Exercise objective
Determine how many lines in the entries below contain "Park", and output only that number.
┄┄┄┄┄┄┄┄┄┄┄┄┄┄┄┄┄┄┄┄
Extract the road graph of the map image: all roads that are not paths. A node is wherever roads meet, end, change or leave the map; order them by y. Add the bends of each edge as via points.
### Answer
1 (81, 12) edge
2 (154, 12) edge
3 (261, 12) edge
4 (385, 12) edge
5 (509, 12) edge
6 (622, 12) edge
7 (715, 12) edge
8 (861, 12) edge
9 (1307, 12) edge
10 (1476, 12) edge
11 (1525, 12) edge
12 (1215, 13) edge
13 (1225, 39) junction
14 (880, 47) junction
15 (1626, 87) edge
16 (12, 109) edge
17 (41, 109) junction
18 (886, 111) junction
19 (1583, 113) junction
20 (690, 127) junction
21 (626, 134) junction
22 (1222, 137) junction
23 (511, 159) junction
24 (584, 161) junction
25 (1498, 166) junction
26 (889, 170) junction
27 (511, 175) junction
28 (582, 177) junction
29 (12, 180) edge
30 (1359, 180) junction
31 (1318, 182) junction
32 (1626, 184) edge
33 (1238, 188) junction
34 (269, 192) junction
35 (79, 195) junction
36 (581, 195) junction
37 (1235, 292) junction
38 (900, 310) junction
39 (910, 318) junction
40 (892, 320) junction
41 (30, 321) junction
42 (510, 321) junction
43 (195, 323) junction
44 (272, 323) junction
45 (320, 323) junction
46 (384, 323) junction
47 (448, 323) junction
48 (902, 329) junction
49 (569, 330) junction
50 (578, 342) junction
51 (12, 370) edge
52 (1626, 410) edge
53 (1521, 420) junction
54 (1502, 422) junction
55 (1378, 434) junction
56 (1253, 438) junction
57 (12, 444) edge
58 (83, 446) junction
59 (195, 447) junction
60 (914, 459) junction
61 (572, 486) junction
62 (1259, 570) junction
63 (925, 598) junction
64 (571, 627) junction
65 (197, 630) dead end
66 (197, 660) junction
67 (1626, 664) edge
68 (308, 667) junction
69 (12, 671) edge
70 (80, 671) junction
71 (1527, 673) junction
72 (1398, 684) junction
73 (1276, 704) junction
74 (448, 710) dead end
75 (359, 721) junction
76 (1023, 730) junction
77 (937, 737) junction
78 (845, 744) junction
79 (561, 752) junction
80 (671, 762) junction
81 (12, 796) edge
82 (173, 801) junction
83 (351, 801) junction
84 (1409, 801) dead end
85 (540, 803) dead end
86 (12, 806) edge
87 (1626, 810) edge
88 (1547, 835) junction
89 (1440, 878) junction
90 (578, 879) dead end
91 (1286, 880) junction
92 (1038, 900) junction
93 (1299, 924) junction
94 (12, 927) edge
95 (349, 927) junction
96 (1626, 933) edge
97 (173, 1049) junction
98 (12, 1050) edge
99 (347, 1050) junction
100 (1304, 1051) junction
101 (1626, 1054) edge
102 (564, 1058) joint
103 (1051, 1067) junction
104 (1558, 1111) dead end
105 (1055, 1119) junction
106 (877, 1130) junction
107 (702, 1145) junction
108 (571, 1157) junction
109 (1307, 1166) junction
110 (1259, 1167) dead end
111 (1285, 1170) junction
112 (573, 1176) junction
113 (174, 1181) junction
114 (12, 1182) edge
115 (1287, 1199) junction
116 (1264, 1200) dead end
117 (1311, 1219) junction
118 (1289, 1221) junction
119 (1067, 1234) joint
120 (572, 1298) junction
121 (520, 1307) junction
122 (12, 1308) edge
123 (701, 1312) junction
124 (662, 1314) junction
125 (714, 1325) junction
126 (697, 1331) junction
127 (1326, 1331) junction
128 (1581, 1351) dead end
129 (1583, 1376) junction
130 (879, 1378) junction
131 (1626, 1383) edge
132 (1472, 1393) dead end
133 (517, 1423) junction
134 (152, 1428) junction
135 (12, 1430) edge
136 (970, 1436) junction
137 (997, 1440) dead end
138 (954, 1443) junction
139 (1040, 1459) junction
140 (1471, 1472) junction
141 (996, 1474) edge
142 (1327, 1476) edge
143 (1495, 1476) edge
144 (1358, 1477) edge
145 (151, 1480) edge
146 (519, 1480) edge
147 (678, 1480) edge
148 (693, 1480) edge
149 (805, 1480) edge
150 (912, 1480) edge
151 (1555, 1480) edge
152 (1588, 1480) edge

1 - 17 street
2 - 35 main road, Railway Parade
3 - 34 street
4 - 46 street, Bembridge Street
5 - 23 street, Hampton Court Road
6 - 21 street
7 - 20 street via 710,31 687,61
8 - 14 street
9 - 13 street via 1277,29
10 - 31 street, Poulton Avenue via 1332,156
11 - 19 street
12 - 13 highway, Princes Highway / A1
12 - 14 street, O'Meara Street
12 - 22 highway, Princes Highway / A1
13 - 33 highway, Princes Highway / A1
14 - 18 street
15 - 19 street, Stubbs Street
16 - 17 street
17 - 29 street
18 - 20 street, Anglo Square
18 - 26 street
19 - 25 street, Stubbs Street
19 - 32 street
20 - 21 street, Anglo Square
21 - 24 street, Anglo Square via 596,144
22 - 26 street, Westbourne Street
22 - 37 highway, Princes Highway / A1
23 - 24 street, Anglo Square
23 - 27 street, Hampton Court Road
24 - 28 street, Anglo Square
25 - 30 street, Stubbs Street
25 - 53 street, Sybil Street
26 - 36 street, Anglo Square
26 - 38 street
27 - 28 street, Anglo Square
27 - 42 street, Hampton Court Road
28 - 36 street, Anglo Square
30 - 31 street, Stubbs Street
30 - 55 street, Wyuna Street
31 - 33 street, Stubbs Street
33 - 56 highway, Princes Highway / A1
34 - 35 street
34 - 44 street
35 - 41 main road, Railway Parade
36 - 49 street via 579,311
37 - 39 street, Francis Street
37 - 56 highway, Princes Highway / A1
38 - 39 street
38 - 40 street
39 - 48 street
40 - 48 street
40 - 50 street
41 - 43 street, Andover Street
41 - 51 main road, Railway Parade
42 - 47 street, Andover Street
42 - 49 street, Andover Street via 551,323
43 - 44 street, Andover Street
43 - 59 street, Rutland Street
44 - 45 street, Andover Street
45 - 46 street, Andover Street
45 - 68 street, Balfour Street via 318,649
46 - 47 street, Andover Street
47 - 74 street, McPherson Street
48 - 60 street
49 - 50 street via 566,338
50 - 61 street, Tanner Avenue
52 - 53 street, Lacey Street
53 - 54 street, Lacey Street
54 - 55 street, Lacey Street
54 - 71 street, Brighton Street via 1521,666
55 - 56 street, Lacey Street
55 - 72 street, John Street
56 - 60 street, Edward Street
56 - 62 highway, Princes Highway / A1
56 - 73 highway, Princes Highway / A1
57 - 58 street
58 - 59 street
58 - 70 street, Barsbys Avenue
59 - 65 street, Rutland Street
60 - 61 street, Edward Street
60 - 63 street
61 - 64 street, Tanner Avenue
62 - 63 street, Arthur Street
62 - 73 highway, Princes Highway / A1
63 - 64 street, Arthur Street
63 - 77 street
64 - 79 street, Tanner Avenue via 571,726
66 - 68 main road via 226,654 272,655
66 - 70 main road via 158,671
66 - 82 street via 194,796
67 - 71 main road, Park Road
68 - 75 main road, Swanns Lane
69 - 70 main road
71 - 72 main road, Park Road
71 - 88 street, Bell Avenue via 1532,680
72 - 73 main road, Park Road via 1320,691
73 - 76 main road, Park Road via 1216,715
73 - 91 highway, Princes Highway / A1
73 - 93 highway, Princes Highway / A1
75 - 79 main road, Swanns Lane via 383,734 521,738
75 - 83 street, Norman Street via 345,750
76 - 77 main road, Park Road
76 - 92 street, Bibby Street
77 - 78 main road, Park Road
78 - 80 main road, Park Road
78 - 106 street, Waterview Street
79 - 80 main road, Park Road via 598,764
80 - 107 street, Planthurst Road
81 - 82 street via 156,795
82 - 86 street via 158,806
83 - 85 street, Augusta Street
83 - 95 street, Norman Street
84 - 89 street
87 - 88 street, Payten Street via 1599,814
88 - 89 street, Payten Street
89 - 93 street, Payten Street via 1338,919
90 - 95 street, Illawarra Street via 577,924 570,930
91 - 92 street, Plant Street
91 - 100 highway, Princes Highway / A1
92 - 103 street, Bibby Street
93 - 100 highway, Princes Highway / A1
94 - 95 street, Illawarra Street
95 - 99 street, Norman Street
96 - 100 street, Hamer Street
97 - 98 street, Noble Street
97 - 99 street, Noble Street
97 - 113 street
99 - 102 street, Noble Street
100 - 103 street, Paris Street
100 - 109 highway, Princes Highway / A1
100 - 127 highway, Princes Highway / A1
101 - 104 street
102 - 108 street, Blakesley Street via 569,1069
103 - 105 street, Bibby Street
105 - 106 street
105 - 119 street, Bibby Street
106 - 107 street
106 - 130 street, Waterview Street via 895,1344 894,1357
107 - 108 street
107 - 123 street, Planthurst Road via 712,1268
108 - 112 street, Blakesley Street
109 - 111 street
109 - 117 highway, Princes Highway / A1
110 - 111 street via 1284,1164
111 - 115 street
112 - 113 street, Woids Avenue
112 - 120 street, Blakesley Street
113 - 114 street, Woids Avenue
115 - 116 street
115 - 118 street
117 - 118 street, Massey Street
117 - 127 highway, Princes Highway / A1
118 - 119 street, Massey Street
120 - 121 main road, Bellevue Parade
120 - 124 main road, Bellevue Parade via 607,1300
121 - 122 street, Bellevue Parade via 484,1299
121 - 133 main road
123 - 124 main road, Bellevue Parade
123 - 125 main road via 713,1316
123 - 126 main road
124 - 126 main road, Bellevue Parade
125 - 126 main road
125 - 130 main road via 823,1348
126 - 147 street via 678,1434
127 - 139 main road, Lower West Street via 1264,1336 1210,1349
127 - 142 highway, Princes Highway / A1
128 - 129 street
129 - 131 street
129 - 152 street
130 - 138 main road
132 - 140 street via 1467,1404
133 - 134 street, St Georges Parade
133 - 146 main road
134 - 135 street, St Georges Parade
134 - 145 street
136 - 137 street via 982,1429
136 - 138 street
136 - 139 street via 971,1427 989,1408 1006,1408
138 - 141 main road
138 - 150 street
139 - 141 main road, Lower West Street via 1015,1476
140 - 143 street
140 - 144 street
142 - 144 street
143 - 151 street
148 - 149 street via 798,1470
┄┄┄┄┄┄┄┄┄┄┄┄┄┄┄┄┄┄┄┄
Response for this exercise
8